Records contained in a dataset:
============================================================

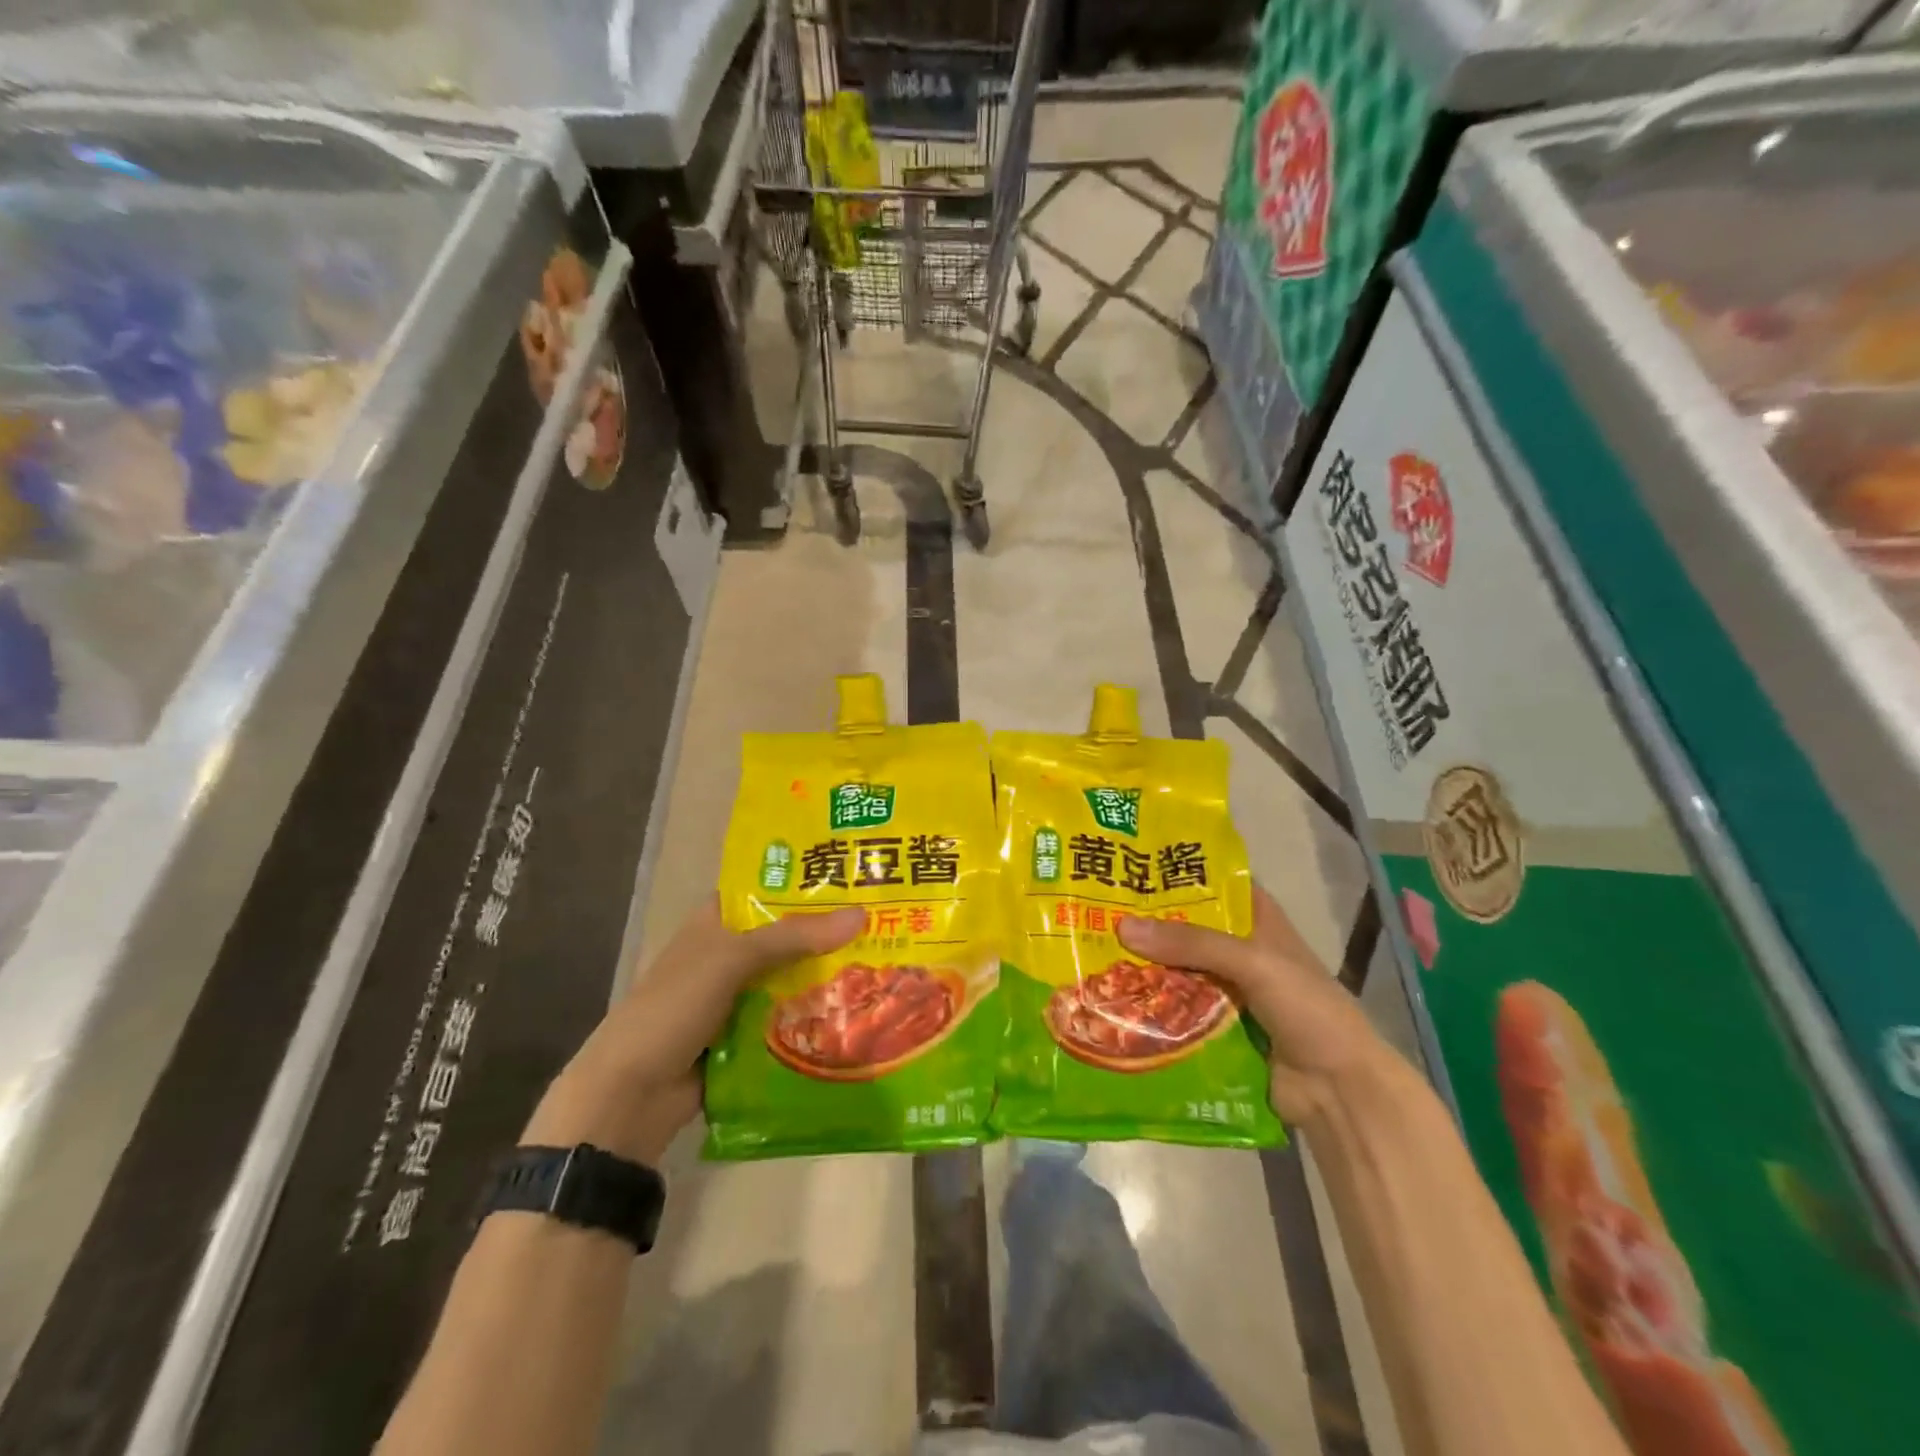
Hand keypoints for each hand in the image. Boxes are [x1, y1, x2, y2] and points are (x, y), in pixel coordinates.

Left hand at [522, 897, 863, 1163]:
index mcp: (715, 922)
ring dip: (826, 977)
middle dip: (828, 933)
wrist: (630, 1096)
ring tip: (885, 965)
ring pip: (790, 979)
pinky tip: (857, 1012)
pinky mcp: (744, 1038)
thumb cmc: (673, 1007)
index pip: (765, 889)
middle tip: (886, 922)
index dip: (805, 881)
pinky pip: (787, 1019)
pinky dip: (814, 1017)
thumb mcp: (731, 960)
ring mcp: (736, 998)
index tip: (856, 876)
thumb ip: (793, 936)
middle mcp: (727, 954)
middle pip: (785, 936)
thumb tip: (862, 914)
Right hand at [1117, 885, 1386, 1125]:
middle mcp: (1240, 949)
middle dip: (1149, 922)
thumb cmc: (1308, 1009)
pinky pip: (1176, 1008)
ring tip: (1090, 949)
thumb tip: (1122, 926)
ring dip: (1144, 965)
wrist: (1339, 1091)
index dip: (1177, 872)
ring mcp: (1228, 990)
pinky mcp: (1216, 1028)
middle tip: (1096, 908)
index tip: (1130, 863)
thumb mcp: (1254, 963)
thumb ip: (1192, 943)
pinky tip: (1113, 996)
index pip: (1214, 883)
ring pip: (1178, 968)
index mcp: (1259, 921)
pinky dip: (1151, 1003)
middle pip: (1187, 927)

============================================================

Exercise objective: Only a verbatim transcription of the lines from the one containing "pinky pip: (1176, 1008)" through the last line of the records counts as the answer.

Written solution:
pinky pip: (1176, 1008)
ring tip: (1090, 949)
thumb tip: (1122, 926)
ring dip: (1144, 965)
wrist: (1339, 1091)
index dip: (1177, 872)
ring mcp: (1228, 990)
pinky mcp: (1216, 1028)
middle tip: (1096, 908)
index tip: (1130, 863)
thumb mcp: (1254, 963)
thumb ip: (1192, 943)
pinky tip: (1113, 996)
index pip: (1214, 883)
ring pip: (1178, 968)
index mcp: (1259, 921)
pinky dip: (1151, 1003)
middle pip: (1187, 927)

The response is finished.